- **To do**
Your answer must be an exact copy of the entries below, with no pictures in it.

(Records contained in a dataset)
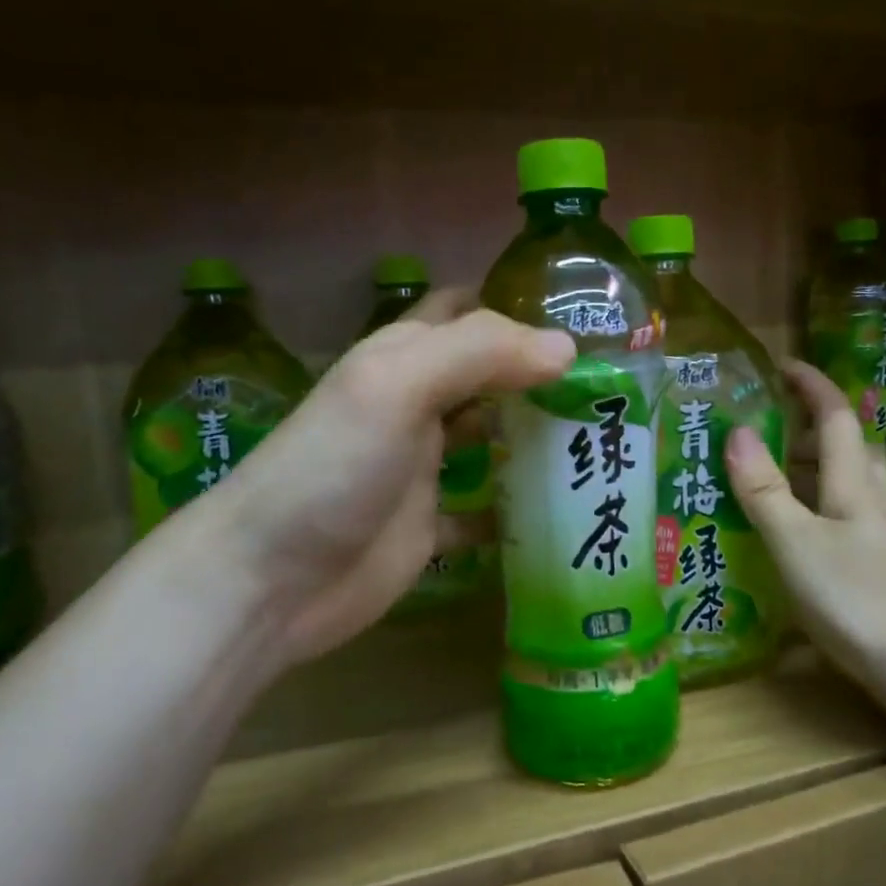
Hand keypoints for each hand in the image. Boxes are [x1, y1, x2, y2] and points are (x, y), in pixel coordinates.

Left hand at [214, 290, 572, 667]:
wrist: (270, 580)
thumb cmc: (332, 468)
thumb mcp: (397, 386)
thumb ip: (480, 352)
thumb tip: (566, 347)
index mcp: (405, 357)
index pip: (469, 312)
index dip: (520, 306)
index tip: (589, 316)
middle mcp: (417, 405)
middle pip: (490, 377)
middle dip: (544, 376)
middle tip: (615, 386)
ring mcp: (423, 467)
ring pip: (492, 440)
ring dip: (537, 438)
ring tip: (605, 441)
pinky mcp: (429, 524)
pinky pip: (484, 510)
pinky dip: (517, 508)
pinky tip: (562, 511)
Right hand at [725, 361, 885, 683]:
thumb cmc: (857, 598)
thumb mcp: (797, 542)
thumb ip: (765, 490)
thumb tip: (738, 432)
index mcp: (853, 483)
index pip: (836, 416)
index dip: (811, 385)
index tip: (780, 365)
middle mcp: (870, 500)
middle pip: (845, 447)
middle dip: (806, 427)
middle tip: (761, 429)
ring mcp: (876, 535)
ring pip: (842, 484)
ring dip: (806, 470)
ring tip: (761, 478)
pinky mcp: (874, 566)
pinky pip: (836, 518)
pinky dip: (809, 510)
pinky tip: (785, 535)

- **Finished task**
Hand keypoints for each hand in the image. Boxes are [x1, y1, x2, y2] and points are (x, y), in pixel coordinates.

Left hand at [214, 290, 572, 667]:
wrist: (270, 580)
thumb cmc: (332, 468)
thumb mcp: (397, 386)
thumb ip: (480, 352)
thumb tip: (566, 347)
index mcp: (405, 357)
index pip: (469, 312)
index dip: (520, 306)
index tip: (589, 316)
middle mcp: (417, 405)
middle pip: (490, 377)
middle dip: (544, 376)
middle tip: (615, 386)
ring mcp: (423, 467)
ring pip: (492, 440)
ring dip: (537, 438)
ring tip: (605, 441)
pinky mcp: (429, 524)
pinky pip: (484, 510)
pinky dip: (517, 508)
pinky tip: (562, 511)
Right hand at [725, 361, 885, 683]:
thumb cmc: (857, 598)
thumb mcp: (797, 542)
thumb ip: (765, 490)
thumb tip: (738, 432)
index mcp: (853, 483)
index pip: (836, 416)
index dip: (811, 385)
index tip: (780, 365)
middle mcp: (870, 500)
middle pip: (845, 447)
middle dip: (806, 427)
middle tip: (761, 429)
ring mcp: (876, 535)
ring pip: (842, 484)
ring dip: (806, 470)
ring tip: (761, 478)
pinky mcp: (874, 566)
pinky pip: (836, 518)
pinky dip: (809, 510)
pinky tip: (785, 535)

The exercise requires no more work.